#### Information shown

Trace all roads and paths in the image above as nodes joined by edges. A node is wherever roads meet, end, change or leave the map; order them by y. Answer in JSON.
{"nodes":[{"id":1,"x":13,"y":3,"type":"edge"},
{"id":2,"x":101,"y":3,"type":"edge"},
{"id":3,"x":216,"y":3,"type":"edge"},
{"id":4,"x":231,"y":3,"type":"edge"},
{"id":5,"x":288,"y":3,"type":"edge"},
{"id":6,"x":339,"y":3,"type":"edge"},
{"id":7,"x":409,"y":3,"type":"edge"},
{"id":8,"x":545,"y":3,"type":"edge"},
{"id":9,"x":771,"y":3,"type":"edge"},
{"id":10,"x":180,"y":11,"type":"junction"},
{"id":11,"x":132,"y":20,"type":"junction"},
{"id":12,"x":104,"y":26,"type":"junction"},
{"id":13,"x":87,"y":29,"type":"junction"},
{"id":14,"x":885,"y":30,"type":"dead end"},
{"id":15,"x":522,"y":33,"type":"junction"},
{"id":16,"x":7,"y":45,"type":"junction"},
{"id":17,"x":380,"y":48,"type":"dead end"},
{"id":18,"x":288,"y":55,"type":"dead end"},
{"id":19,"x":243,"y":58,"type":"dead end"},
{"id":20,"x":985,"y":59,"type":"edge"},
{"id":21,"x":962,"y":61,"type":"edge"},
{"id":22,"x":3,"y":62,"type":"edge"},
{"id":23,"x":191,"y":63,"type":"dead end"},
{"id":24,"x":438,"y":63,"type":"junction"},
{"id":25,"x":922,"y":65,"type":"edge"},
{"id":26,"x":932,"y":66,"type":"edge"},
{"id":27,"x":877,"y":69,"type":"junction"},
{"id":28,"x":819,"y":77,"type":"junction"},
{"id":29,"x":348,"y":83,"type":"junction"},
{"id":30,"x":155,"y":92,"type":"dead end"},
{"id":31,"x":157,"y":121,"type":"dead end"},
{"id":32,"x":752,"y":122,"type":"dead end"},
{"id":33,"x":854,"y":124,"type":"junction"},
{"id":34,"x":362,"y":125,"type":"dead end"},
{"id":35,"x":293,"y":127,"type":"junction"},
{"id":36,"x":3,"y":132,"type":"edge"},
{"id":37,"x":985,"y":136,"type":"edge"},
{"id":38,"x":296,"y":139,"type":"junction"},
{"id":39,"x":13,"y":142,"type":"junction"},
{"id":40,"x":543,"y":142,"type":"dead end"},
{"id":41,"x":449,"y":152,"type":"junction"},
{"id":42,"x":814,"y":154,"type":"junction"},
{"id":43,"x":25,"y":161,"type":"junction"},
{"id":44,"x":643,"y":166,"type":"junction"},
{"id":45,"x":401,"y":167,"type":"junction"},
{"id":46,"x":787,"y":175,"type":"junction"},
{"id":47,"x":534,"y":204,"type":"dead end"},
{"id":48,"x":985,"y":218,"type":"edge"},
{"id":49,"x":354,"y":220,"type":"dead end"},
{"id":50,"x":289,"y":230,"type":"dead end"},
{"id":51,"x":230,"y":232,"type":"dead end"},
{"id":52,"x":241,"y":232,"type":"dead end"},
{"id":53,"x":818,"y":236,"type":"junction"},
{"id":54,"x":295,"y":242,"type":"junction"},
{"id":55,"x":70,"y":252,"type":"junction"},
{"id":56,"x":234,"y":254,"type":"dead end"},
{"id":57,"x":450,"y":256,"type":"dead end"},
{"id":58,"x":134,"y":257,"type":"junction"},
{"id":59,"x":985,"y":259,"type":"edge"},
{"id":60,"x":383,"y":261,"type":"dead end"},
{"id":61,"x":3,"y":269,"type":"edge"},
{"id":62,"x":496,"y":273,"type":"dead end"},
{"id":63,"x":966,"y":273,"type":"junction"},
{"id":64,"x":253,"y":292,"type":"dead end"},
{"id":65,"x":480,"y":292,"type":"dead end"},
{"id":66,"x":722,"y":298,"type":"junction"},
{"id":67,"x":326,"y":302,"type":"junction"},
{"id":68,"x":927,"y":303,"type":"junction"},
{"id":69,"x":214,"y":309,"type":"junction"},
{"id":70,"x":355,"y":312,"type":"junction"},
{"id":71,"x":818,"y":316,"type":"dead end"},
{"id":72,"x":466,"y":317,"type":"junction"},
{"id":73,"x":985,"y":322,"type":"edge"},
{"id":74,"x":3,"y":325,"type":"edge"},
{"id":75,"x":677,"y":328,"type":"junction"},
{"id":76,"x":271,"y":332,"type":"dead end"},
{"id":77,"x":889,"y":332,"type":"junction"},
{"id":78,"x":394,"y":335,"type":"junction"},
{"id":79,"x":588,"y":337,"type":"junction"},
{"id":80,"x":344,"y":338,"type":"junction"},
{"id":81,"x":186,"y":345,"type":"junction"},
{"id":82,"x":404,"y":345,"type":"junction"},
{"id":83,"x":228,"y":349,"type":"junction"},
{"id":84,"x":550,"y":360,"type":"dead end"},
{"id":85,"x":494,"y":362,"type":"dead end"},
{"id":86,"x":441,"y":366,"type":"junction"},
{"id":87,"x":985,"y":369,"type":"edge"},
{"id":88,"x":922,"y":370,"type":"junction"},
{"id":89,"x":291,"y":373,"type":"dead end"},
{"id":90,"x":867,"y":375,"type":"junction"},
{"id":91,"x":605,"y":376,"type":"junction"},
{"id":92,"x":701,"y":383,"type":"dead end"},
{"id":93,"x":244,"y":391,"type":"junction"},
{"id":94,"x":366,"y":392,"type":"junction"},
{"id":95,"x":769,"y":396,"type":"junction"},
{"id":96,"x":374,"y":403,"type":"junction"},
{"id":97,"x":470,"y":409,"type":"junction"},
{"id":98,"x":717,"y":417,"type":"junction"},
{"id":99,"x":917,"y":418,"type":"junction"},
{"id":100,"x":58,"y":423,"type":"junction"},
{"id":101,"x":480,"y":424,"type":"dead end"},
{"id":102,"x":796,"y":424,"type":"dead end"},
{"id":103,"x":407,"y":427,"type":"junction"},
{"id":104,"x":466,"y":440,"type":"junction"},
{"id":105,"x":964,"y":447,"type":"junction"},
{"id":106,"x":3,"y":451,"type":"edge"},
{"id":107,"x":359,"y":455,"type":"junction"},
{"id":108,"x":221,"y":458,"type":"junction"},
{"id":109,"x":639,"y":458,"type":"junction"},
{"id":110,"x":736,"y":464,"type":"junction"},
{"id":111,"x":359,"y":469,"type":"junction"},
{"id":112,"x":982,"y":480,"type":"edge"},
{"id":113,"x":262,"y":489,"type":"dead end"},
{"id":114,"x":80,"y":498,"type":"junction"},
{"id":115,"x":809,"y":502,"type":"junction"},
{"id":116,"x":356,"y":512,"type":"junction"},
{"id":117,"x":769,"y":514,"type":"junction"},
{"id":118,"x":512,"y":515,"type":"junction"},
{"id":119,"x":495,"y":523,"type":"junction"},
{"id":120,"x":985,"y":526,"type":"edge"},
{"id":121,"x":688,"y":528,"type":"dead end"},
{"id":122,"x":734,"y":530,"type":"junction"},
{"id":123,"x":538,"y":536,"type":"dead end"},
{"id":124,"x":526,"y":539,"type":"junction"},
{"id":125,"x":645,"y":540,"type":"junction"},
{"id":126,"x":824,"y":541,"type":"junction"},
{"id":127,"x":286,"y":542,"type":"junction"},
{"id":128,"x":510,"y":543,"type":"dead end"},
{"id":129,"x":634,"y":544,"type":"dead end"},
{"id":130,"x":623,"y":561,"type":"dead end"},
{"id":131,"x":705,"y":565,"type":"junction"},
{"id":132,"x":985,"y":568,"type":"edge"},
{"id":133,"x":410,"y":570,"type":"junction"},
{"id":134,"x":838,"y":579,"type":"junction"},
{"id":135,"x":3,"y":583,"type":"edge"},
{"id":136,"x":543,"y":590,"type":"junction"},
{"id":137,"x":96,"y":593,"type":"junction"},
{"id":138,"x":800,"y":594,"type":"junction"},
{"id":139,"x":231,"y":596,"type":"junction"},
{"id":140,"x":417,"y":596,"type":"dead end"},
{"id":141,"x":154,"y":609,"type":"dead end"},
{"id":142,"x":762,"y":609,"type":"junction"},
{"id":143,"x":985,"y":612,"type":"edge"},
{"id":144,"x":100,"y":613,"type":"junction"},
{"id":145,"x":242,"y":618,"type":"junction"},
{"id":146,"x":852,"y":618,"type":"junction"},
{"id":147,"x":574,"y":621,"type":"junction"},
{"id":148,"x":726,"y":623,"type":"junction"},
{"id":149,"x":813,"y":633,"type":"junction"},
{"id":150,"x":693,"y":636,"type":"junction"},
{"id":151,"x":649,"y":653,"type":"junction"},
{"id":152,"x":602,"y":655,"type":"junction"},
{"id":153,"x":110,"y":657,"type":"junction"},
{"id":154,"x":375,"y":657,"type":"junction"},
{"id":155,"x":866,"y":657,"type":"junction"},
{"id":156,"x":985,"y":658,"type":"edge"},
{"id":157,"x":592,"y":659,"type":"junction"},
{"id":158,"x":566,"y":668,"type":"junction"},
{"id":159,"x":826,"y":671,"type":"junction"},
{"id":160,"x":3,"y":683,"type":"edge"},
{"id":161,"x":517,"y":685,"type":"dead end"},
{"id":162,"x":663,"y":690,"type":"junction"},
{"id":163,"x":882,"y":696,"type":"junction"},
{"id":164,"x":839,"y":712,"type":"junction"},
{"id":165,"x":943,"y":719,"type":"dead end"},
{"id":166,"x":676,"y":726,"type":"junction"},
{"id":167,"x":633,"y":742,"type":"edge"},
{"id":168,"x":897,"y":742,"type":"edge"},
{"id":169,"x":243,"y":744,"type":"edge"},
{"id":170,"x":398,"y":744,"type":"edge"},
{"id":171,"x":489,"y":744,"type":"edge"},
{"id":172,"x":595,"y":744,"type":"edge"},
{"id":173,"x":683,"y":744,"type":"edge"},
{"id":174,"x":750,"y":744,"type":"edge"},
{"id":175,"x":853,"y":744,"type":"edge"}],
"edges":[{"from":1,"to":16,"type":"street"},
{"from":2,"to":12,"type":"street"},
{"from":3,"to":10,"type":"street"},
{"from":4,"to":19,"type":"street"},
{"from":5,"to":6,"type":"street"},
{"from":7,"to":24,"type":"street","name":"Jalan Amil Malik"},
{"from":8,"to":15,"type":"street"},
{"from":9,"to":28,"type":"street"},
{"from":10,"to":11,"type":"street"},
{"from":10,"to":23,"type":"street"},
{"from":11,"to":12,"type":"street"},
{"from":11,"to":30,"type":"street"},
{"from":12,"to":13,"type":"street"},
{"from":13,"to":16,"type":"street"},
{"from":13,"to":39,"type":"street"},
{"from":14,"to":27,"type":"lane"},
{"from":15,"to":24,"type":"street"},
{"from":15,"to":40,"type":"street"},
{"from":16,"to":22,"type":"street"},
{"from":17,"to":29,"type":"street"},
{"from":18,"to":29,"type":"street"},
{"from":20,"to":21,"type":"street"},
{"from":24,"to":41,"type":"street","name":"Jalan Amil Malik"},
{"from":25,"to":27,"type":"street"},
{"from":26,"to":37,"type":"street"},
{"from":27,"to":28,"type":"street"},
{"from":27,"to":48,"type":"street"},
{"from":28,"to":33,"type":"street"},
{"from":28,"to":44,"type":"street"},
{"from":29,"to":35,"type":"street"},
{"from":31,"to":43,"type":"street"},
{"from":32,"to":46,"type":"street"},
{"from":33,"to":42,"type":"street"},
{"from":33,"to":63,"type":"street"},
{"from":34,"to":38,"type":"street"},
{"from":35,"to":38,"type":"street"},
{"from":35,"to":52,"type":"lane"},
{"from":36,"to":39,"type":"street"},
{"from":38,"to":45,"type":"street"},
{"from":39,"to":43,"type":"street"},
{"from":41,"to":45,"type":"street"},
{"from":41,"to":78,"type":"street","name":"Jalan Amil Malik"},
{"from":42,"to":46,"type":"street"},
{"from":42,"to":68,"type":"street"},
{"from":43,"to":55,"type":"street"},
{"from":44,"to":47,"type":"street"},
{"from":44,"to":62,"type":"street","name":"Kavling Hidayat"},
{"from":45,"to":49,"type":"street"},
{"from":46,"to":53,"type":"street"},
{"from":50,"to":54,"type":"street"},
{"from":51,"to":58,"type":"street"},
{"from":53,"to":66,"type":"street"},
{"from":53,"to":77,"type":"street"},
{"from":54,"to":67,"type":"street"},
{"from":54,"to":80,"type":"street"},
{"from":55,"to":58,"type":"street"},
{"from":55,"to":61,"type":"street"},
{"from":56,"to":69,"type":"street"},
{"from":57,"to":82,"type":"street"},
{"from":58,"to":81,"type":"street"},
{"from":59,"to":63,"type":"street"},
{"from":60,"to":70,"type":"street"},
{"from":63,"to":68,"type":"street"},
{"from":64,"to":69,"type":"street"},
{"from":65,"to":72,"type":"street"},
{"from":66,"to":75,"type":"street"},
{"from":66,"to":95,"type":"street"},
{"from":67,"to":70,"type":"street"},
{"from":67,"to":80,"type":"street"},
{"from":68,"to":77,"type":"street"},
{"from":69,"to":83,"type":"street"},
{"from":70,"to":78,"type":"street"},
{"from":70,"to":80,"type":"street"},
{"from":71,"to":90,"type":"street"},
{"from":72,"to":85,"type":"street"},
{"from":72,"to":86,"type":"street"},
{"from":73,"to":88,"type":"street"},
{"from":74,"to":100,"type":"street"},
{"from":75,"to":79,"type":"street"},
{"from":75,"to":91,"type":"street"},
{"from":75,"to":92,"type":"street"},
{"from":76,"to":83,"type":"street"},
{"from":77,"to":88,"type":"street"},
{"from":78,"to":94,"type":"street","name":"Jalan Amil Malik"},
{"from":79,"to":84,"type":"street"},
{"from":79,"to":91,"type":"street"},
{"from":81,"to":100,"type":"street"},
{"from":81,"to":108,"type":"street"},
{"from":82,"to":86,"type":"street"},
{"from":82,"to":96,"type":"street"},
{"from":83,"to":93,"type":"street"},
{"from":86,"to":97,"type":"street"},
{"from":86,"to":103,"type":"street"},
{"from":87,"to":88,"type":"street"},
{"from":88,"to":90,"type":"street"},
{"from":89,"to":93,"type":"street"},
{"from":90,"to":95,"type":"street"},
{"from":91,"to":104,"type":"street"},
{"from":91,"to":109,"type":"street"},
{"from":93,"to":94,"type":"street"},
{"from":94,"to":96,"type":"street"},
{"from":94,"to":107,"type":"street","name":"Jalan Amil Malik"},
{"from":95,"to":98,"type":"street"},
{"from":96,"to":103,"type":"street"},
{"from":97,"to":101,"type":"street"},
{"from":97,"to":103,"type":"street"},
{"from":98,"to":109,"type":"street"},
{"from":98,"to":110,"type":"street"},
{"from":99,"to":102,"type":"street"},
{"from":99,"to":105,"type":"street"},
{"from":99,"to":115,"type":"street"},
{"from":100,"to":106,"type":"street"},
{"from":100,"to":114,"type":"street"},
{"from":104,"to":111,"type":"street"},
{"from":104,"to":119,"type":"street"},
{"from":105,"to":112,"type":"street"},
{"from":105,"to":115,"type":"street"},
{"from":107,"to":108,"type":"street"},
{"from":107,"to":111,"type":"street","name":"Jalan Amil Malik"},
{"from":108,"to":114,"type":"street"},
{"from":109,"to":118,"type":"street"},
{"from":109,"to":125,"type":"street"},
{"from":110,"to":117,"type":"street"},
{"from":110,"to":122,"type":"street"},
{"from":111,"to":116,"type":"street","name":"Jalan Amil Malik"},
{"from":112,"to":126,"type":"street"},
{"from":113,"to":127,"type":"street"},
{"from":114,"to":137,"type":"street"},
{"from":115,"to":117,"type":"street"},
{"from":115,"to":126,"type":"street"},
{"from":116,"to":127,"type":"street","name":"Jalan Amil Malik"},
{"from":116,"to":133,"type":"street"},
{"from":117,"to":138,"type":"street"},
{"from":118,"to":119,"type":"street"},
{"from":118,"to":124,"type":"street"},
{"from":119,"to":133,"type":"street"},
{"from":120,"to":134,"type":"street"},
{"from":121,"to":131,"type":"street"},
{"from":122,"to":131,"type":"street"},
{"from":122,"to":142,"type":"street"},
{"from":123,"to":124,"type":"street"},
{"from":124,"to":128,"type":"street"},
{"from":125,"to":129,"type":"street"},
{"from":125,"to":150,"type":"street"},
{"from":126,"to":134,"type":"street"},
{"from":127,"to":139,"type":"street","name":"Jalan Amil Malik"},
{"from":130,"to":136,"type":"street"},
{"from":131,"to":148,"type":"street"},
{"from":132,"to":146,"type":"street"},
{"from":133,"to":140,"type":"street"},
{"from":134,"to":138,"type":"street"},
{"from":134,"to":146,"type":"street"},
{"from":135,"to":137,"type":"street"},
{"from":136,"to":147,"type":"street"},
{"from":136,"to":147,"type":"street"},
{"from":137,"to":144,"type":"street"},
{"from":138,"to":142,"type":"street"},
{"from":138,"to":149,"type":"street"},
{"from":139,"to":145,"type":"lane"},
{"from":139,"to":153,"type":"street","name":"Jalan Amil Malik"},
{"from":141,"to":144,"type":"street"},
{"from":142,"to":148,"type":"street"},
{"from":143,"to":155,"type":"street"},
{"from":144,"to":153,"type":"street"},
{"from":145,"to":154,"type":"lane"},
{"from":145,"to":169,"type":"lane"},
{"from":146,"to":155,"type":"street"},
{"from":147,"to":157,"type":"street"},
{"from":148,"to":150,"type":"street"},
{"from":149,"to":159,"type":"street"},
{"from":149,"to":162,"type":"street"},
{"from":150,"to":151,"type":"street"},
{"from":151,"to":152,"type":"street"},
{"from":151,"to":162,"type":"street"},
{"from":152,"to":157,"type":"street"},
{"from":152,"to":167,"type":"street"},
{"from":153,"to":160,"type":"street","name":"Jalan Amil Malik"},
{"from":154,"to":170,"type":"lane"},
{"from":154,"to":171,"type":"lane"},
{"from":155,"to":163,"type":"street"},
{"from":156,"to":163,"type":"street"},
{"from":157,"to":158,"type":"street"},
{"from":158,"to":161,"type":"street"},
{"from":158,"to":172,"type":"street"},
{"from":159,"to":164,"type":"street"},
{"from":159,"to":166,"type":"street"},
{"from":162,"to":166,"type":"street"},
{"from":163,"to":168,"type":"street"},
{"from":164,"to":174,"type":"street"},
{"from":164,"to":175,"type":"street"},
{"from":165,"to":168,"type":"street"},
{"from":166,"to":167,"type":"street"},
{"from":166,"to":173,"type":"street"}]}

########

### What the exercise asks
Where the string "Jalan" occurs in a line above, count that line, and report solely the final figure.

### Response area
11